言ノ葉裁決必定都市・ムサシノ

陸前フサグ

言葉の集まる場所

 近年、武蔵野市は姿を変えた。日本の首都に所属する一自治体であるが、それは最早、お堅いお決まりの中の話だけであって、日本の中にあっても他国の様な場所となっている。


 武蔵野はかつて原野だったというが、昔々から言葉で人々を魅了させる力があった。

 詩から始まり、国木田独歩や徳冨蘆花を始めとした文壇らの影響で、文学都市としての印象は確かなものになった。

 そのため、僕は武蔵野は言葉が集まる場所だと思っている。


 いや、言葉は何処にでも集まり、吐かれる。遥か昔から人は言葉を口で吐き、やがて文字で表し、紙に想いを乗せ、やがて技術は発達し、音声や電子箱から発信、今では電子板で文字を叩き、簡単に想いを吐ける様になった。


 だからこそ言葉は狂気と化した。言葉は、文字は、魂だ。軽くあってはいけない。愛を吐ければ良いかもしれない。

 けれど人間の口、心というのは「悪口」というものが好物だ。少しだけならと一度吐いたら最後、少しでも共感されてしまったらその中毒性にズブズブと溺れていく。


 最初は「ほんの苛立ち」から始まったそれも、共感する者が出てきてしまえば、今度は「根拠のない噂話」や「いい加減な悪口」等、他人を陥れるような言葉を語る様になる。


 それが今や社会問題となり「名誉毀損」「誹謗中傷」「侮辱罪」などの不法行為となって、渦巻いている。金や牢屋入りで片付けばいいが、それだけでは罪の意識は消えない。

 寧ろ金で解決したような人間に関しては、それに物を言わせてくる。そして他者を傷つけるのをやめない。わかりやすい最低な人間に成り果てるのだ。


 言葉は誰でも持っている見えない武器だ。正しく使えないやつを社会に放っておくのは危険すぎる。

 国民が上げた声、罪の多さに政府は言葉で罪を犯した者や、言葉の在り方を管理する機関を作った。

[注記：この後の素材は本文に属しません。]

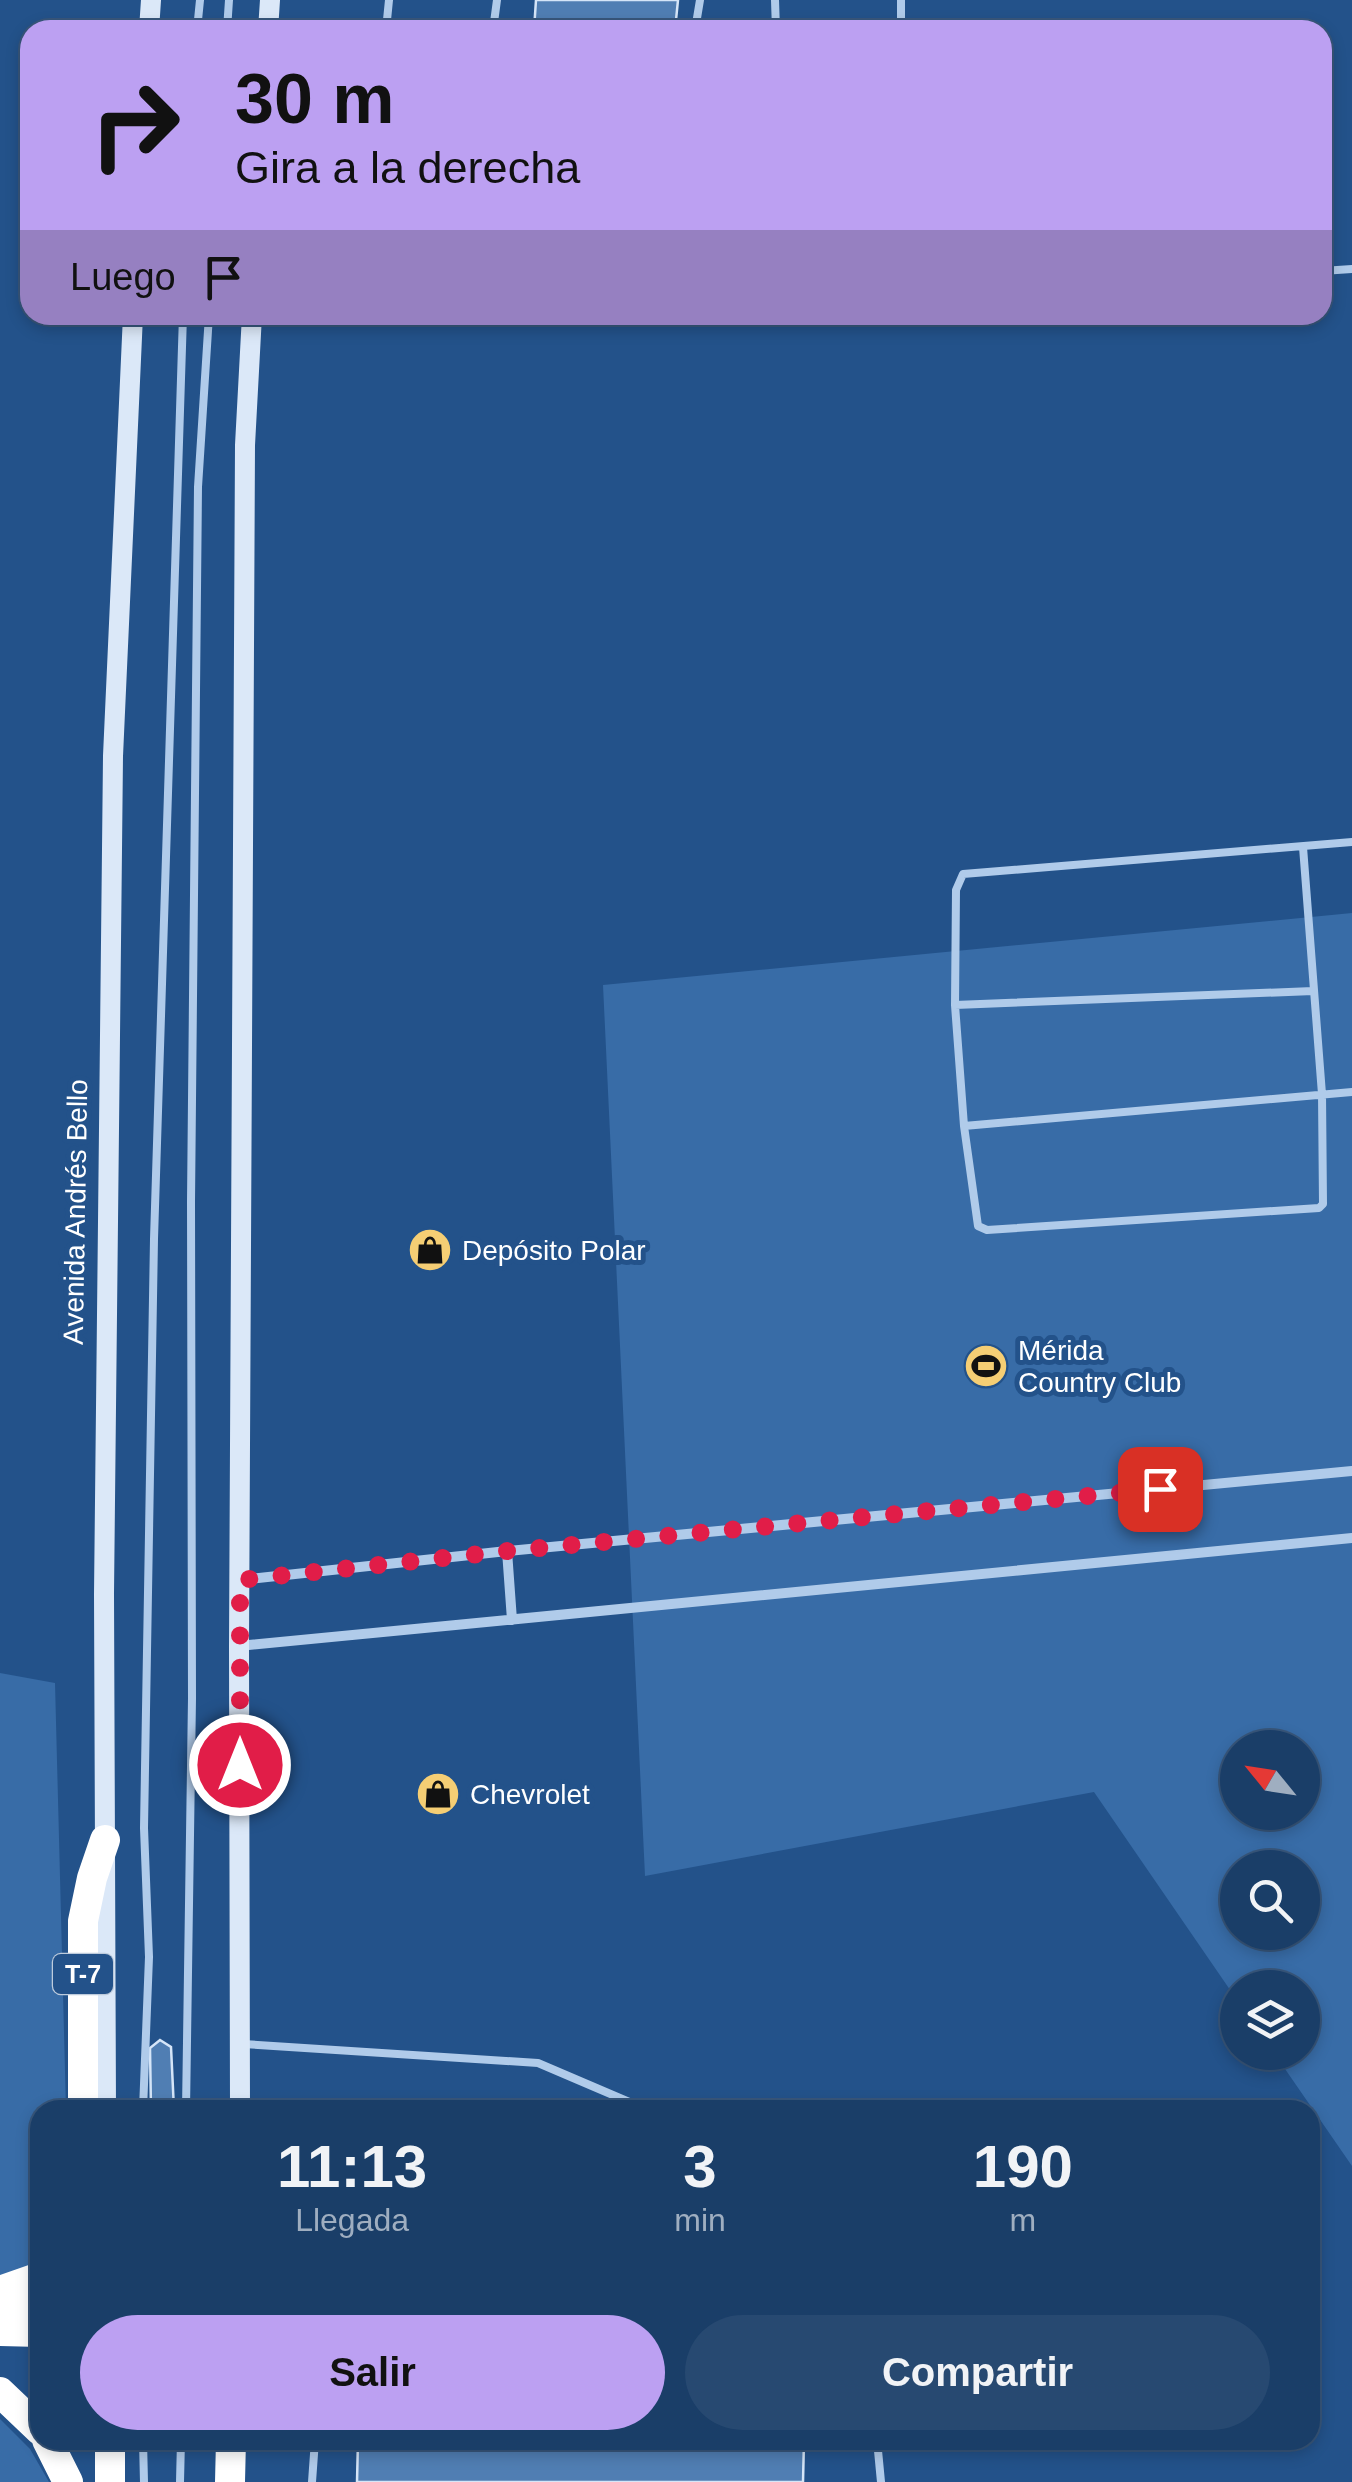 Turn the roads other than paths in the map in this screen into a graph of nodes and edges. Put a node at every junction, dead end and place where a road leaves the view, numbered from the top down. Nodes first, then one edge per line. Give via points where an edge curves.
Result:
1 (133, 325) edge
2 (182, 325) edge
3 (208, 325) edge
4 (251, 325) edge
5 (1352, 842) edge
6 (1303, 847) junction
7 (1314, 991) junction
8 (956, 1005) junction
9 (1352, 1092) edge
10 (1322, 1094) junction
11 (964, 1126) junction
12 (1352, 1471) edge
13 (1352, 1538) edge
14 (508, 1551) junction
15 (240, 1580) junction
16 (512, 1620) junction
17 (239, 1646) junction
18 (105, 1840) junction
19 (242, 2044) junction
20 (83, 2100) edge
21 (106, 2100) edge
22 (143, 2100) edge
23 (186, 2100) edge
24 (240, 2100) edge
25 (625, 2100) edge
26 (30, 2280) edge
27 (0, 2291) edge
28 (0, 2304) edge
29 (30, 2305) edge
30 (0, 2331) edge
31 (30, 2332) edge
32 (0, 2392) edge
33 (30, 2420) edge
34 (51, 2450) edge
35 (110, 2450) edge
36 (142, 2450) edge
37 (181, 2450) edge
38 (231, 2450) edge
39 (314, 2450) edge
40 (878, 2450) edge
41 (68, 2482) edge
42 (110, 2482) edge
43 (144, 2482) edge
44 (180, 2482) edge
45 (230, 2482) edge
46 (312, 2482) edge
47 (880, 2482) edge

1 - 18 street, Avenida Andrés Bello via 113,756
2 - 22 lane via 154,1258
3 - 23 lane via 198,487
4 - 15 street via 245,445
5 - 6 lane
6 - 7 lane
6 - 8 lane via 963,874 956,890
7 - 8 lane
7 - 10 lane
8 - 11 lane
9 - 10 lane
10 - 11 lane
10 - 11 lane via 1320,1208 987,1230 978,1226
12 - 14 street
13 - 16 street
14 - 15 street
14 - 16 street
15 - 17 street
16 - 17 street
17 - 19 street
18 - 20 highway, T-7 via 83,1921
18 - 21 street, Avenida Andrés Bello
19 - 24 street
19 - 25 lane via 538,2063
26 - 27 highway
28 - 29 highway
30 - 31 highway
32 - 33 highway
34 - 41 highway
35 - 42 highway
36 - 43 lane
37 - 44 lane
38 - 45 highway
39 - 46 lane
40 - 47 lane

 言葉に関する公的機関を集めて世の中を綺麗にしましょうというのが役目。罪を償えば出られるが、受刑者の大半はこの"ムサシノ"から出られずに生涯を終えると聞く。


 見た目は大正や明治を彷彿とさせる西洋風の日本の街並みだが、牢屋の暮らしより辛い地獄がここ、「言ノ葉裁決必定都市ことのはさいけつひつじょうとし・ムサシノ」だ。

 必定と言うだけあって、ここに連れて来られた者の大半は罰が与えられる。


 日本中で吐かれた文字の雨が降り、選ばれた官職らは言葉や文字を捕らえる銃などの「言葉の裁決グライヒハイト・マル・アルージェ」と呼ばれる兵器を持つ。

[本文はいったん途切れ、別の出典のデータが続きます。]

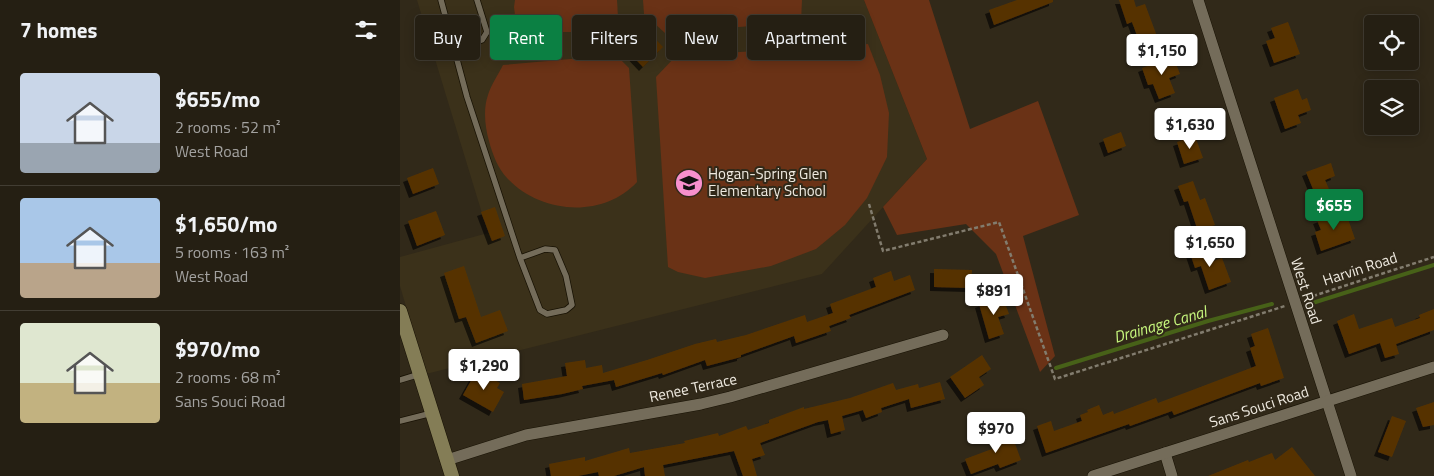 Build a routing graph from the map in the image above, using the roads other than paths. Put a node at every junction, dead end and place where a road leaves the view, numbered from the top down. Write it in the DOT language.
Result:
graph roads {
  1 [pos="441,0"];
  2 [pos="477,0"];
  3 [pos="1198,0"];
  4 [pos="445,15"];
  5 [pos="480,41"];
  6 [pos="457,60"];
  7 [pos="520,258"];
  8 [pos="400,311"];
  9 [pos="943,335"];
  10 [pos="1434,367"];
  11 [pos="420,374"];
  12 [pos="400,380"];
  13 [pos="1327,401"];
  14 [pos="432,413"];
  15 [pos="400,421"];
  16 [pos="1165,453"];
  17 [pos="447,460"];
  18 [pos="452,476"];
  19 [pos="1093,476"];
  20 [pos="1172,476"];
  21 [pos="1351,476"];
  1 -- 4 [label="lane"];
  2 -- 5 [label="lane"];
  3 -- 13 [label="street, West Road"];
  6 -- 7 [label="lane"];
  7 -- 7 [label="lane"];
  8 -- 11 [label="main road"];
  9 -- 17 [label="street, Renee Terrace"];
  10 -- 13 [label="street, Sans Souci Road"];
  11 -- 12 [label="lane"];
  11 -- 14 [label="main road"];
  13 -- 16 [label="street, Sans Souci Road"];
  13 -- 21 [label="street, West Road"];
  14 -- 15 [label="lane"];
  14 -- 17 [label="main road"];
  16 -- 19 [label="street, Sans Souci Road"];
  16 -- 20 [label="street"];
  17 -- 18 [label="main road"];
}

 捕らえられた言葉達は、何時何処の誰がどういった都合、感情で吐かれたものなのか等、必要な情報を知ることが出来る。生き続ける証拠だ。


 裁判は毎日行われる。僕はその裁判所に勤める「文月司ふみつきしんじ」。

 裁判官秘書として簡単に言えば、裁判の補助役として働いている。


 まさに今も裁判中だ。書記官席で法廷の中で行われていること記録する。


「刑の執行をする。異論は?」


 若々しい裁判長の声と共に、木製のギャベルが叩かれる。有罪を決定された被告人は証言台で血相を変えて、己の罪を否定する。


「誰だって言ってるようなことで、こんなこと信じられない! 税金泥棒!」


 言えることは全て言うつもりだろう。どんなに足掻いて攻撃する言葉を吐いても、判決は覆らない。弁護士もいなければ検察もない。ここにくる罪人は、確実に罪のある者が連れてこられる場所なのだから。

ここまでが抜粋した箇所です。